• **WHAT YOU WILL DO**
In the entries below, how many lines contain the string "僑育北街"? Respond with the number only.

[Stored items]
━━━━━━━━━━━━━━━━━━━━━━━━━━━━━━

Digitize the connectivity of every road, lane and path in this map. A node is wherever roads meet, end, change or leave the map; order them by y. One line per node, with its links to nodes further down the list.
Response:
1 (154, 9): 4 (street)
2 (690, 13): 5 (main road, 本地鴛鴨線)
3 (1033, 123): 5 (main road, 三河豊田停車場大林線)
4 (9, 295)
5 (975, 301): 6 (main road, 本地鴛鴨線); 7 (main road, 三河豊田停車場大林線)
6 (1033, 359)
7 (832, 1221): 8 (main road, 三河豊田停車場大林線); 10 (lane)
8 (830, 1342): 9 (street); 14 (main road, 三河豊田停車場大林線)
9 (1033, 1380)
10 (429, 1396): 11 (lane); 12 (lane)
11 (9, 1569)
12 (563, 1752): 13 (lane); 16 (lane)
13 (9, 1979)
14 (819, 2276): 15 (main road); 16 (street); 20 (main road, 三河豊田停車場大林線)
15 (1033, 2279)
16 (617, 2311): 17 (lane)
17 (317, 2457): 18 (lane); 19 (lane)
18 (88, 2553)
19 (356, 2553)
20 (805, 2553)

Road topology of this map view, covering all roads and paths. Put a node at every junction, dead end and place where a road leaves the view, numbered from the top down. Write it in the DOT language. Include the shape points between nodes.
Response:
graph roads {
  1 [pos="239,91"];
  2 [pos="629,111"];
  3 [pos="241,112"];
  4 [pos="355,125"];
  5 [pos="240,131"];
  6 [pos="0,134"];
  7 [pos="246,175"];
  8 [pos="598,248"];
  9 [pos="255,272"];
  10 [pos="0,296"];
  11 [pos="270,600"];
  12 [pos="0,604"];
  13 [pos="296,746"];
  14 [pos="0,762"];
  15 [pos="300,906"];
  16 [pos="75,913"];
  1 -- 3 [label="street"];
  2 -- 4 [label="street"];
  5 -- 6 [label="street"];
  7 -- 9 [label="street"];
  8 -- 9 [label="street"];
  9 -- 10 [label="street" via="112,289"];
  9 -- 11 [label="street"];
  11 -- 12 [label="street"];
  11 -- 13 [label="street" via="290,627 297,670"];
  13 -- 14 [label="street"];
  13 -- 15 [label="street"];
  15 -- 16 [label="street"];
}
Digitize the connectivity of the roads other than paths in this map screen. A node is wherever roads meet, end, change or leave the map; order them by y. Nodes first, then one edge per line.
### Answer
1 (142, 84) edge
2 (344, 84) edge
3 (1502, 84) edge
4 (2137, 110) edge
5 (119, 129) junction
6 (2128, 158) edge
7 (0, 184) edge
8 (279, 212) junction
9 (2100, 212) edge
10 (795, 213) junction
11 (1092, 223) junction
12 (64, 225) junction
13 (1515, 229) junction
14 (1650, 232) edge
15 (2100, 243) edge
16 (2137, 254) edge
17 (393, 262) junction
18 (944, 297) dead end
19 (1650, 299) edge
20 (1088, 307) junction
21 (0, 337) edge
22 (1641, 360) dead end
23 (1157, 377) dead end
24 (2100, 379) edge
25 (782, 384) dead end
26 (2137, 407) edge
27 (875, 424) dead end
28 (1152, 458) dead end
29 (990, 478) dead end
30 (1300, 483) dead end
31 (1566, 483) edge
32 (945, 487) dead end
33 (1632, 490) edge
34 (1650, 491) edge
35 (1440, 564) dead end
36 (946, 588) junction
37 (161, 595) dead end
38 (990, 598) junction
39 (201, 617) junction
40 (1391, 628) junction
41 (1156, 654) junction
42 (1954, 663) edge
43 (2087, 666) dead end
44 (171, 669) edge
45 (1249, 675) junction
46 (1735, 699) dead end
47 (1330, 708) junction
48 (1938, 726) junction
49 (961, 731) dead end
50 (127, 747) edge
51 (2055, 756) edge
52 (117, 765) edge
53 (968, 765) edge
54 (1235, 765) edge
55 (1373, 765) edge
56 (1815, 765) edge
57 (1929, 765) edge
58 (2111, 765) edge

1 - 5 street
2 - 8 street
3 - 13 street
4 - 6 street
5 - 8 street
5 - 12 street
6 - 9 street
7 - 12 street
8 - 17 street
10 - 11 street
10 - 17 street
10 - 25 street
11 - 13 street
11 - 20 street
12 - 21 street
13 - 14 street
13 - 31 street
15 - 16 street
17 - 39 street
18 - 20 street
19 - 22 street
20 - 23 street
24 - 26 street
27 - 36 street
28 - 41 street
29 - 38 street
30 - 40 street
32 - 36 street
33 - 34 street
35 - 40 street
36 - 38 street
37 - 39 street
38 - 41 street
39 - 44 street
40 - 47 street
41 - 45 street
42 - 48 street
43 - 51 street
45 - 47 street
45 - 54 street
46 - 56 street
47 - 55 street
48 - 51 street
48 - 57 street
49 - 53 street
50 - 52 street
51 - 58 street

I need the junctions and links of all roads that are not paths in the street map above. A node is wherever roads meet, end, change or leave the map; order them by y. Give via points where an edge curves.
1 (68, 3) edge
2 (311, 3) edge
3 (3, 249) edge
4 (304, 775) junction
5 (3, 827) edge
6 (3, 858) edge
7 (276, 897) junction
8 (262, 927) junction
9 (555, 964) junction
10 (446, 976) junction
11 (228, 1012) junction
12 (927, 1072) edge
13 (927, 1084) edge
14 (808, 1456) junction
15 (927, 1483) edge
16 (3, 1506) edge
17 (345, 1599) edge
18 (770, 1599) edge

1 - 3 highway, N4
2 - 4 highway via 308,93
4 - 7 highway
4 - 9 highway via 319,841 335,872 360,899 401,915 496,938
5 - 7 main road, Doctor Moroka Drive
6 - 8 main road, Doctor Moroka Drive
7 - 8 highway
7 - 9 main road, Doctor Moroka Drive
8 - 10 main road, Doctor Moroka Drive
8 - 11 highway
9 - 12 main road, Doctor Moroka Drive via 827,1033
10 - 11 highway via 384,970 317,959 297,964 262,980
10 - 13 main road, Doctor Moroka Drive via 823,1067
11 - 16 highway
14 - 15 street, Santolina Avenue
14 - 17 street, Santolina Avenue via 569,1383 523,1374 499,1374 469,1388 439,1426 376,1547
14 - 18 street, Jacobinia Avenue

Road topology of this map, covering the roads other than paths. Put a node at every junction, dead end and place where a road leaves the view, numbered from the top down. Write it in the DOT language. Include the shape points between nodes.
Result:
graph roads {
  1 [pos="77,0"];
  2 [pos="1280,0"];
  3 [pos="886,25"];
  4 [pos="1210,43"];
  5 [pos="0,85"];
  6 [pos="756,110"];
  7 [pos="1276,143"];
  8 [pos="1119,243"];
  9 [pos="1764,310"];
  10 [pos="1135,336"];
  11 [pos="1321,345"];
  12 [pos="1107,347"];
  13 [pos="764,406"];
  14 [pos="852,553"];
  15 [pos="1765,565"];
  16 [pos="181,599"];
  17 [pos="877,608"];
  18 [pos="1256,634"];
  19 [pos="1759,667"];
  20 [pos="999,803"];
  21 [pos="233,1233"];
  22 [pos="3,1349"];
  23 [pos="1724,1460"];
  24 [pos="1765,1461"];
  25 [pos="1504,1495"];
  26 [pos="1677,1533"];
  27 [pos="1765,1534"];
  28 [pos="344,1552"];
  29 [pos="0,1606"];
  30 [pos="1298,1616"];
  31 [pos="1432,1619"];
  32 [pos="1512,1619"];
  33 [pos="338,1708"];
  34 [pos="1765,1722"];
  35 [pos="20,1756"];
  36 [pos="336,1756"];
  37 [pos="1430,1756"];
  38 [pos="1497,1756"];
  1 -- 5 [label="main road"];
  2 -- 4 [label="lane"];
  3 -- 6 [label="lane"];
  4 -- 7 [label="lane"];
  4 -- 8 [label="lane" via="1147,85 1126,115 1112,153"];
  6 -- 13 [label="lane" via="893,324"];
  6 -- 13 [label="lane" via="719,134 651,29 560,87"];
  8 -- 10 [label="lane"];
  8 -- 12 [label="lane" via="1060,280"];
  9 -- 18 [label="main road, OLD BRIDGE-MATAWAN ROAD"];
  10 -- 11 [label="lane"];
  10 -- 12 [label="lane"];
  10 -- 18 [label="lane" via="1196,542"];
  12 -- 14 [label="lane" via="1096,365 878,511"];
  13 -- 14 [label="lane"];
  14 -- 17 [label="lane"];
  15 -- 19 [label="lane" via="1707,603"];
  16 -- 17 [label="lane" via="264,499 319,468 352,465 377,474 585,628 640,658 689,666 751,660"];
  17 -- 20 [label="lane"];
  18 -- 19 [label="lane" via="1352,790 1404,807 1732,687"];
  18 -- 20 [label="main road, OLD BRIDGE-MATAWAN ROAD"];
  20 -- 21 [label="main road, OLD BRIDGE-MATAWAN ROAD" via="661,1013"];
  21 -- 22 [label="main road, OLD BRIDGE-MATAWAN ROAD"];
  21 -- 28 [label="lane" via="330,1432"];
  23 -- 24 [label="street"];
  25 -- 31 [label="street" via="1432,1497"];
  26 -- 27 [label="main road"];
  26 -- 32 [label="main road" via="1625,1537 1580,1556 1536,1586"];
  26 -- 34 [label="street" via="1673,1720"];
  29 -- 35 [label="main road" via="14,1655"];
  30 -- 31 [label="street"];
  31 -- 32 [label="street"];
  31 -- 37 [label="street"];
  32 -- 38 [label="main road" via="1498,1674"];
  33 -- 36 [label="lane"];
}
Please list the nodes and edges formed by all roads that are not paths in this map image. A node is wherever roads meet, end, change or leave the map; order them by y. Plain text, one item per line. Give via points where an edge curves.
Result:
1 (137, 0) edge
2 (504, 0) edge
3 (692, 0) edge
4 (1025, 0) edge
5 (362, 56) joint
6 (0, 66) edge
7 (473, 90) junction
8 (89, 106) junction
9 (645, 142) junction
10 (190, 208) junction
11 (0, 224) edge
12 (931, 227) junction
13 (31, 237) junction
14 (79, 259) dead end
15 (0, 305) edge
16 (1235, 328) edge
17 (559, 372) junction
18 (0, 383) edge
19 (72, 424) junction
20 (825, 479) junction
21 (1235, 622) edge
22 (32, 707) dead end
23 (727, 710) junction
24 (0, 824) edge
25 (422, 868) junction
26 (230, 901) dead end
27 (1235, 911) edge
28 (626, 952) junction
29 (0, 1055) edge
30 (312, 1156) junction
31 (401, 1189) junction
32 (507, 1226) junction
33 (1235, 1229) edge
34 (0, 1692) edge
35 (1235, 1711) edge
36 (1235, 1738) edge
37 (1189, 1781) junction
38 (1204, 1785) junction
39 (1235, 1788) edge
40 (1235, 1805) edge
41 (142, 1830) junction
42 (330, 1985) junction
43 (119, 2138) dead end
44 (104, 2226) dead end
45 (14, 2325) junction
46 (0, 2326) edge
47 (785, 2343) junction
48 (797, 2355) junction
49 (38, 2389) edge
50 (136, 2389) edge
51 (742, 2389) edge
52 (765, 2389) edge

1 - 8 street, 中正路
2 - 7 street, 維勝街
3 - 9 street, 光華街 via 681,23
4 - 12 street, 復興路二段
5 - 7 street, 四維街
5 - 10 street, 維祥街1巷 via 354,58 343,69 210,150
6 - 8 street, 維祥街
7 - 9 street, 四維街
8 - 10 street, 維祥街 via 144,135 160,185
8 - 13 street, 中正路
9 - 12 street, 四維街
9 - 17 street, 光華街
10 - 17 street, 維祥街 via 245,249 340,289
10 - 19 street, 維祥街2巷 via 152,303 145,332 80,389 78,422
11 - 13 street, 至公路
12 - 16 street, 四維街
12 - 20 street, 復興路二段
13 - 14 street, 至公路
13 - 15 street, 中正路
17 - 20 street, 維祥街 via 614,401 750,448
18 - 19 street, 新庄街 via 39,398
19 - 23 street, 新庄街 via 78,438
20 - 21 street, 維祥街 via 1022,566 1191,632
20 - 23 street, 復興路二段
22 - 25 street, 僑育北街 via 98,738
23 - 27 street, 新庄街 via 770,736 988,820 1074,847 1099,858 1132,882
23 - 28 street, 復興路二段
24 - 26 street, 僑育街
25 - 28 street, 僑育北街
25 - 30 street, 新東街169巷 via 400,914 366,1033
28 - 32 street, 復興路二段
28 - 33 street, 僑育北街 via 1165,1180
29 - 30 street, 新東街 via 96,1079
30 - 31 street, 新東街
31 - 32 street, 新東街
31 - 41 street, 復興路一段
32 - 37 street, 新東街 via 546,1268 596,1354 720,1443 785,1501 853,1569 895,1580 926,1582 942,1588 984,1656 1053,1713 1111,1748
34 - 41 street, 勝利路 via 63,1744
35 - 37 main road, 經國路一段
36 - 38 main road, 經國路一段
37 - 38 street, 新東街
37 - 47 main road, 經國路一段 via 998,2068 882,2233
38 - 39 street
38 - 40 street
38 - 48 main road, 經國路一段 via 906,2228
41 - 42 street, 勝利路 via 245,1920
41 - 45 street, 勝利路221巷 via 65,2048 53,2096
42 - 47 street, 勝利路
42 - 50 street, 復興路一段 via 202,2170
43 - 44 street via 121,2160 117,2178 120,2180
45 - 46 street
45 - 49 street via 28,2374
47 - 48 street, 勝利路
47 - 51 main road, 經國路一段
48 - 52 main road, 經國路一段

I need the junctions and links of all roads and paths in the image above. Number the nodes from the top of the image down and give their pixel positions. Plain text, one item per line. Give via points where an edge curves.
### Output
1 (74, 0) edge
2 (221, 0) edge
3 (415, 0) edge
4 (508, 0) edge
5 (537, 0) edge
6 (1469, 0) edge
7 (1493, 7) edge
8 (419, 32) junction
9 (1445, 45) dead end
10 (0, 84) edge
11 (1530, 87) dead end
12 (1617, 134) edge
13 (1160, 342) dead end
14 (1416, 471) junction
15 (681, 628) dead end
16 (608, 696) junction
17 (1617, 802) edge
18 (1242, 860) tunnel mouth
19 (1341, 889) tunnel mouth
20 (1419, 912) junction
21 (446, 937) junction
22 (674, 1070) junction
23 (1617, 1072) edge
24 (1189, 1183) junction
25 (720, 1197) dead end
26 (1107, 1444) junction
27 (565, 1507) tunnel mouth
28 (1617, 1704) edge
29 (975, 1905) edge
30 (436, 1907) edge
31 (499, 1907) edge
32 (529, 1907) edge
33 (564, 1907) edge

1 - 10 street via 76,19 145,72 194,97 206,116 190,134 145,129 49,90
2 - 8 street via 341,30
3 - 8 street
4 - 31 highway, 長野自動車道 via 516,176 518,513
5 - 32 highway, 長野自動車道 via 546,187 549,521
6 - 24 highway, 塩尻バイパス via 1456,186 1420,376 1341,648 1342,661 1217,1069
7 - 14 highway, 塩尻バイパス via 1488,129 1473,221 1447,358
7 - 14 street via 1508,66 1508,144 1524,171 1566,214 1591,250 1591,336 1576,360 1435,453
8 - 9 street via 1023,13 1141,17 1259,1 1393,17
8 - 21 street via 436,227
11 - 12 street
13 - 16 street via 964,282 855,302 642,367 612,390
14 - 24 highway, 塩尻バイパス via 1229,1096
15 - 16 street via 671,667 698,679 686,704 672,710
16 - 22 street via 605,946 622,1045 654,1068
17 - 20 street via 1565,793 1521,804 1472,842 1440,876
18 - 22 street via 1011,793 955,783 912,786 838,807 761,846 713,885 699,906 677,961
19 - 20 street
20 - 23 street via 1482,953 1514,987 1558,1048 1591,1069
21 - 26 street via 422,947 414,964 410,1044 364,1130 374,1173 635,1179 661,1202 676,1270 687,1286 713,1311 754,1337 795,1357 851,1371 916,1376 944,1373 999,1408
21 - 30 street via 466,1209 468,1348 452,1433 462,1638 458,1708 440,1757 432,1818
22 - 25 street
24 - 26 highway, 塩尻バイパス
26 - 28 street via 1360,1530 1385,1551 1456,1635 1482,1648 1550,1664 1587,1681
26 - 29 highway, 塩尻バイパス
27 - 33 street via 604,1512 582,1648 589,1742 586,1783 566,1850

━━━━━━━━━━━━━━━━━━━━━━━━━━━━━━

• **ANSWER BELOW**
3